YOUR OBJECTIVE: Report the number of lines in the data where the word "بابایی" appears, and add no other text.

DATA FOR PROCESSING:
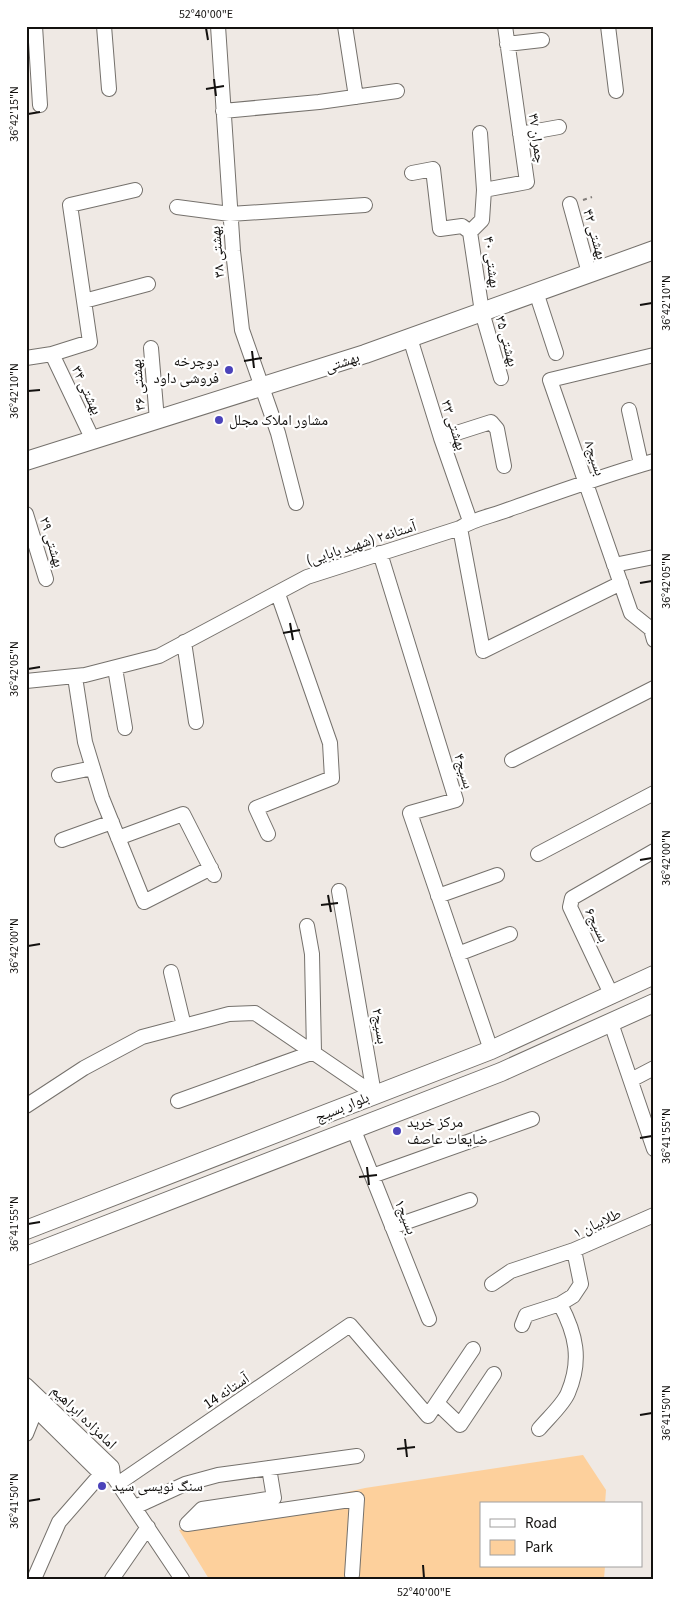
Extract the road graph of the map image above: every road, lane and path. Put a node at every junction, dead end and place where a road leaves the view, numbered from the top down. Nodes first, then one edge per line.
1 (35, 26) edge
2 (104, 26) edge
3 (218, 26) edge
4 (345, 26) edge
5 (504, 26) edge
6 (608, 26) edge
7 (542, 40) dead end
8 (507, 44) junction
9 (109, 89) dead end
10 (397, 91) dead end
11 (616, 91) dead end
12 (356, 97) junction
13 (40, 105) dead end
14 (223, 111) junction
15 (559, 127) dead end
16 (480, 133) dead end
17 (520, 134) junction
18 (412, 173) dead end
19 (135, 190) dead end
20 (484, 190) junction
21 (570, 204) dead end
22 (365, 206) dead end
23 (177, 207) dead end
24 (230, 214) junction
25 (470, 232) junction
26 (653, 252) edge
27 (589, 273) junction
28 (148, 284) dead end
29 (536, 292) junction
30 (84, 301) junction
31 (482, 312) junction
32 (410, 338) junction
33 (151, 348) dead end
34 (556, 353) dead end
35 (52, 354) junction
36 (654, 355) edge
37 (26, 358) edge
38 (500, 378) dead end
39 (263, 386) junction
40 (629, 410) dead end
41 (157, 420) junction
42 (441, 438) junction
43 (93, 440) junction
44 (26, 461) edge
45 (648, 462) edge
46 (504, 466) dead end
47 (586, 482) junction
48 (296, 503) dead end
49 (26, 514) edge
50 (465, 525) junction
51 (380, 553) junction
52 (654, 557) edge
53 (614, 565) junction
54 (46, 579) dead end
55 (620, 583) junction
56 (278, 594) junction
57 (654, 640) edge
58 (184, 642) junction
59 (115, 668) junction
60 (75, 677) junction
61 (26, 681) edge
62 (654, 688) edge
63 (196, 722) dead end
64 (125, 728) dead end
65 (512, 760) dead end
66 (93, 768) junction
67 (58, 775) dead end
68 (654, 793) edge
69 (112, 822) junction
70 (268, 834) dead end
71 (118, 838) junction
72 (62, 840) dead end
73 (654, 851) edge
74 (538, 854) dead end
75 (497, 875) dead end
76 (339, 891) dead end
77 (438, 896) junction
78 (307, 926) dead end
79 (510, 934) dead end
80 (458, 954) junction
81 (171, 972) dead end
82 (654, 975) edge
83 (612, 996) junction
84 (654, 1003) edge
85 (612, 1023) junction
86 (184, 1026) junction
87 (491, 1050) junction
88 (314, 1052) junction
89 (654, 1068) edge
90 (631, 1080) junction
91 (374, 1094) junction
92 (178, 1101) dead end
93 (26, 1106) edge
94 (649, 1117) edge
95 (532, 1119) dead end
96 (353, 1128) junction
97 (654, 1149) edge
98 (372, 1176) junction
99 (470, 1200) dead end
100 (654, 1215) edge
101 (392, 1227) junction
102 (26, 1230) edge
103 (574, 1250) junction
104 (26, 1256) edge
105 (492, 1284) dead end
106 (560, 1304) junction
107 (429, 1319) dead end
108 (522, 1326) dead end
109 (473, 1349) dead end
110 (494, 1374) dead end
111 (26, 1384) edge
112 (437, 1403) junction
113 (31, 1405) edge
114 (539, 1429) dead end
115 (26, 1434) edge
116 (357, 1456) dead end
117 (269, 1468) junction
118 (111, 1478) junction
119 (135, 1506) junction
120 (148, 1527) junction
121 (352, 1575) dead end
122 (34, 1579) edge
123 (112, 1579) edge
124 (182, 1579) edge

1 - 13 street
2 - 9 street
3 - 14 street, بهشتی ۳۸
4 - 12 street
5 - 8 street, چمران ۴۷
6 - 11 street
7 - 8 street
8 - 17 street, چمران ۴۷
10 - 12 street
12 - 14 street
14 - 24 street, بهشتی ۳۸
15 - 17 street
16 - 20 street
17 - 20 street, چمران ۴۷
18 - 25 street
19 - 30 street
20 - 25 street, بهشتی ۴۰
21 - 27 street, بهشتی ۴۲
22 - 24 street
23 - 24 street
24 - 39 street, بهشتی ۳۸
25 - 31 street, بهشتی ۴۰
26 - 27 main road, بهشتی
27 - 29 main road, بهشتی
28 - 30 street
29 - 31 main road, بهشتی
29 - 34 street
30 - 35 street
31 - 32 main road, بهشتی
31 - 38 street, بهشتی ۳۵
32 - 39 main road, بهشتی
32 - 42 street, بهشتی ۳۳
33 - 41 street, بهشتی ۳۶
35 - 37 street
35 - 43 street, بهشتی ۳۴
36 - 47 street, بسیج۸
39 - 41 main road, بهشتی
39 - 48 street, بهشتی ۳۸
40 - 45 street
41 - 43 main road, بهشتی
42 - 46 street
42 - 50 street, بهشتی ۳۳
43 - 44 main road, بهشتی
45 - 47 street, آستانه۲ (شهید بابایی)
47 - 50 street, آستانه۲ (شهید بابایی)
47 - 53 street, بسیج۸
49 - 54 street, بهشتی ۲۹
50 - 51 street, آستانه۲ (شهید بابایی)
50 - 55 street, بهشتی ۳۳
51 - 56 street, آستانه۲ (شهید بابایی)
51 - 77 street, بسیج۴
52 - 53 street
53 - 55 street, بسیج۸
55 - 57 street, بسیج۸
56 - 58 street, آستانه۲ (شهید بابایی)
56 - 70 street
58 - 59 street, آستانه۲ (شهید بابایی)
58 - 63 street
59 - 60 street, آستانه۲ (شهید بابایی)
59 - 64 street
60 - 61 street, آستانه۲ (شهید بابایی)
60 - 66 street
62 - 65 street
66 - 67 street
66 - 69 street
68 - 74 street
69 - 71 street
69 - 72 street
71 - 71 street
73 - 83 street, بسیج۶
75 - 77 street
76 - 91 street, بسیج۲
77 - 80 street, بسیج۴
78 - 88 street
79 - 80 street
80 - 87 street, بسیج۴
81 - 86 street
82 - 83 main road, بلوار بسیج
83 - 87 main road, بلوار بسیج
84 - 85 main road, بلوار بسیج
85 - 90 street
85 - 96 main road, بلوار بسیج
86 - 88 street
86 - 93 street
87 - 91 main road, بلوار بسیج
88 - 91 street
88 - 92 street
89 - 90 street
90 - 94 street
91 - 102 main road, بلوار بسیج
94 - 97 street
95 - 98 street
96 - 98 street, بسیج۱
96 - 104 main road, بلوار بسیج
98 - 101 street, بسیج۱
99 - 101 street
100 - 103 street, طلابیان ۱
101 - 107 street, بسیج۱
103 - 105 street
103 - 106 street, طلابیان ۱
106 - 108 street
106 - 114 street
109 - 112 street
110 - 112 street
111 - 118 street, امامزاده ابراهیم
112 - 118 street, آستانه 14
113 - 115 street
113 - 118 street, امامزاده ابراهیم
116 - 117 street
117 - 119 street
117 - 121 street
118 - 119 street, امامزاده ابراهیم
118 - 122 street, آستانه 14
119 - 120 street, امامزاده ابراهیم
120 - 123 street
120 - 124 street, امامزاده ابراهیم

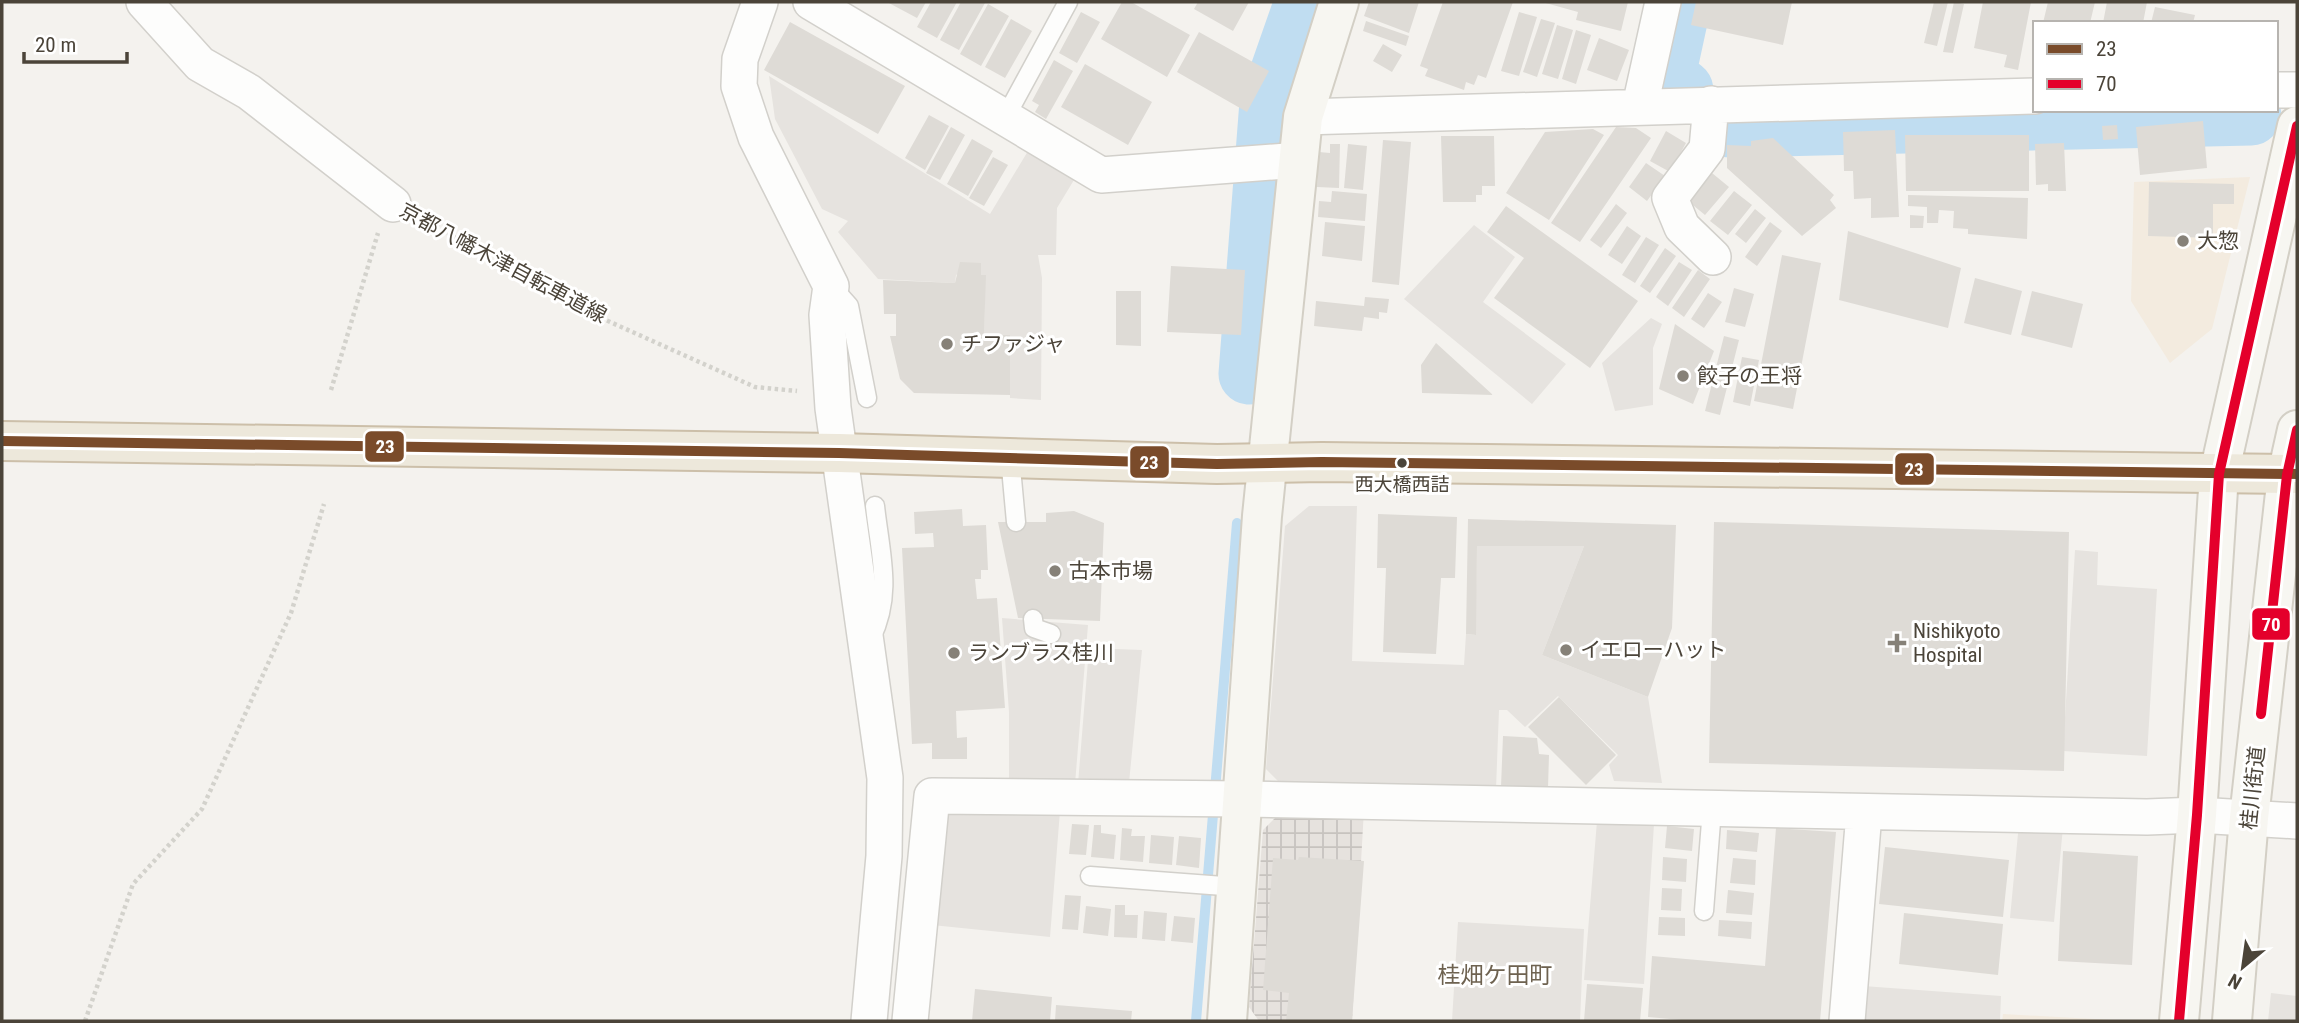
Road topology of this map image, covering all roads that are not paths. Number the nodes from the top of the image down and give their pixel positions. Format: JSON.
{"nodes":[{"id":1,"x":144,"y":2,"type":"edge"},
{"id":2,"x":760,"y":2,"type":"edge"},
{"id":3,"x":811,"y":2,"type":"edge"},
{"id":4,"x":1068,"y":2,"type":"edge"},
{"id":5,"x":1339,"y":2,"type":"edge"},
{"id":6,"x":1663,"y":2,"type":"edge"},
{"id":7,"x":2278,"y":90,"type":"edge"},
{"id":8,"x":2297,"y":90,"type":"edge"},
{"id":9,"x":2033,"y":96,"type":"edge"},
{"id":10,"x":1711,"y":104,"type":"junction"},
{"id":11,"x":1640,"y":106,"type":"junction"},
{"id":12,"x":1303,"y":117,"type":"junction"},
{"id":13,"x":1005,"y":118,"type":"junction"},
{"id":14,"x":2297,"y":126,"type":"edge"},
{"id":15,"x":1276,"y":162,"type":"junction"},
{"id":16,"x":393,"y":204,"type":"road end"},
{"id":17,"x":1713,"y":257,"type":"dead end"},
{"id":18,"x":831,"y":286,"type":"junction"},
{"id":19,"x":867,"y":398,"type":"dead end"},
{"id":20,"x":2297,"y":430,"type":"edge"},
{"id":21,"x":2,"y":441,"type":"edge"},
{"id":22,"x":839,"y":453,"type":"junction"},
{"id":23,"x":1010,"y":457,"type":"junction"},
{"id":24,"x":1267,"y":461,"type":"junction"},
{"id":25,"x":2219,"y":474,"type":"junction"},
{"id":26,"x":2292,"y":474,"type":"edge"},
{"id":27,"x":875,"y":506,"type":"dead end"},
{"id":28,"x":1016,"y":522,"type":"dead end"},
{"id":29,"x":1033,"y":619,"type":"dead end"},
{"id":30,"x":1051,"y":634,"type":"dead end"},
{"id":31,"x":866,"y":648,"type":"junction"},
{"id":32,"x":1244,"y":799,"type":"junction"},
{"id":33,"x":1712,"y":809,"type":"junction"},
{"id":34,"x":1864,"y":813,"type":"junction"},
{"id":35,"x":2197,"y":815,"type":"junction"},
{"id":36,"x":2249,"y":818,"type":"junction"},
{"id":37,"x":2297,"y":821,"type":"edge"},
{"id":38,"x":1090,"y":876,"type":"dead end"},
{"id":39,"x":1237,"y":887,"type":"junction"},
{"id":40,"x":1704,"y":911,"type":"dead end"},
{"id":41,"x":869,"y":1021,"type":"edge"},
{"id":42,"x":910,"y":1021,"type":"edge"},
{"id":43,"x":1227,"y":1021,"type":"edge"},
{"id":44,"x":1847,"y":1021,"type":"edge"},
{"id":45,"x":2179,"y":1021,"type":"edge"},
{"id":46,"x":2232,"y":1021,"type":"edge"}],
"edges":[{"from":1,"to":16,"type":"street"},
{"from":2,"to":18,"type":"street"},
{"from":3,"to":13,"type":"street"},
{"from":4,"to":13,"type":"lane"},
{"from":5,"to":12,"type":"street"},
{"from":6,"to":11,"type":"street"},
{"from":7,"to":8,"type":"street"},
{"from":9,"to":10,"type":"street"},
{"from":10,"to":11,"type":"street"},
{"from":10,"to":17,"type":"street"},
{"from":11,"to":12,"type":"street"},
{"from":12,"to":15,"type":"street"},
{"from":13,"to":15,"type":"street"},
{"from":14,"to":25,"type":"street"},
{"from":15,"to":24,"type":"street"},
{"from":18,"to":19,"type":"lane"},
{"from":18,"to":22,"type":"street"},
{"from":20,"to":26,"type":"street","name":"桂川街道"},
{"from":21,"to":22,"type":"highway"},
{"from":22,"to":23,"type":"highway"},
{"from":22,"to":31,"type":"street"},
{"from":23,"to":24,"type":"highway"},
{"from":23,"to":28,"type":"lane"},
{"from":24,"to":25,"type":"highway"},
{"from":24,"to":32,"type":"street"},
{"from":25,"to":26,"type":"highway"},
{"from":25,"to":35,"type":"street"},
{"from":26,"to":36,"type":"street","name":"桂川街道"},
{"from":27,"to":31,"type":"lane"},
{"from":29,"to":30,"type":"lane"},
{"from":31,"to":41,"type":"street"},
{"from":32,"to":33,"type":"street"},
{"from":32,"to":39,"type":"street"},
{"from":32,"to":42,"type":"street"},
{"from":33,"to":34,"type":"street"},
{"from":33,"to":40,"type":"lane"},
{"from":34,"to":35,"type":"street"},
{"from":34,"to":44,"type":"street"},
{"from":35,"to":36,"type":"street"},
{"from":35,"to":45,"type":"street"},
{"from":36,"to":37,"type":"street"},
{"from":36,"to":46,"type":"street","name":"桂川街道"},
{"from":38,"to":39,"type":"lane"},
{"from":39,"to":43,"type":"street"}]}
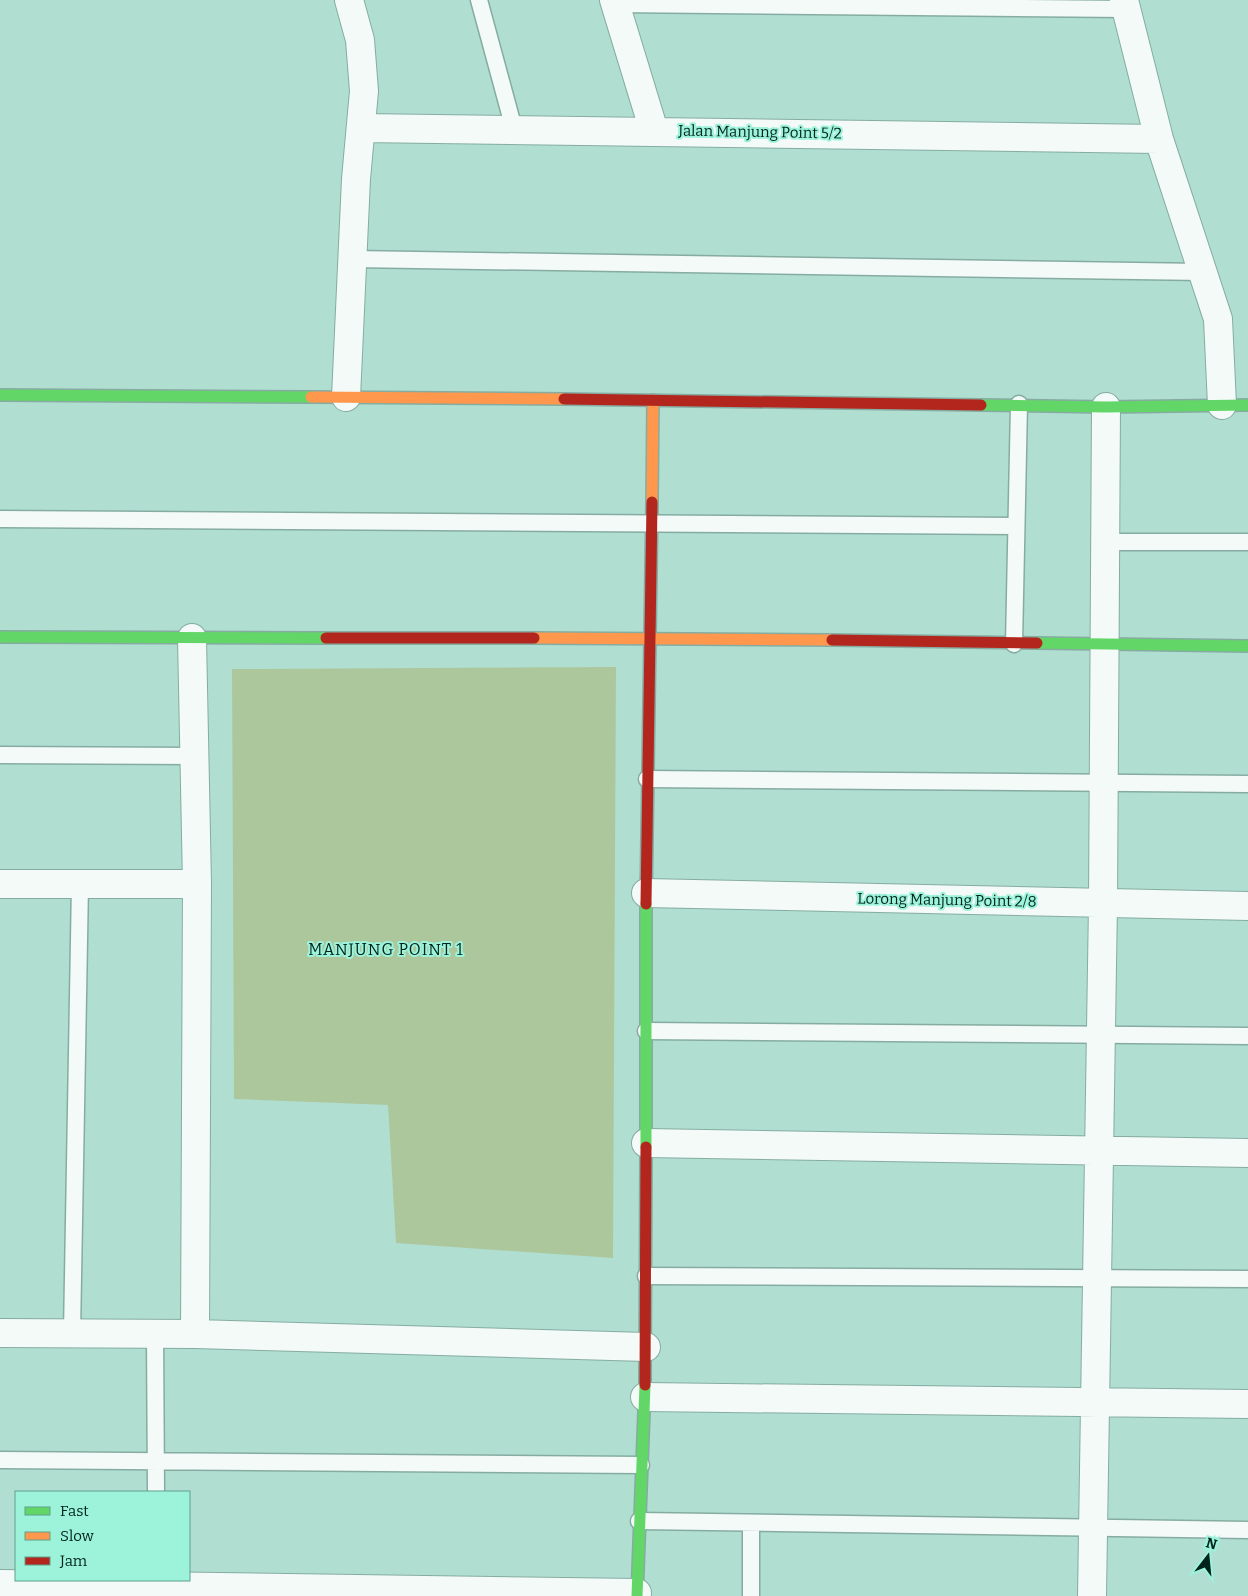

PROBLEM SOLUTION: 8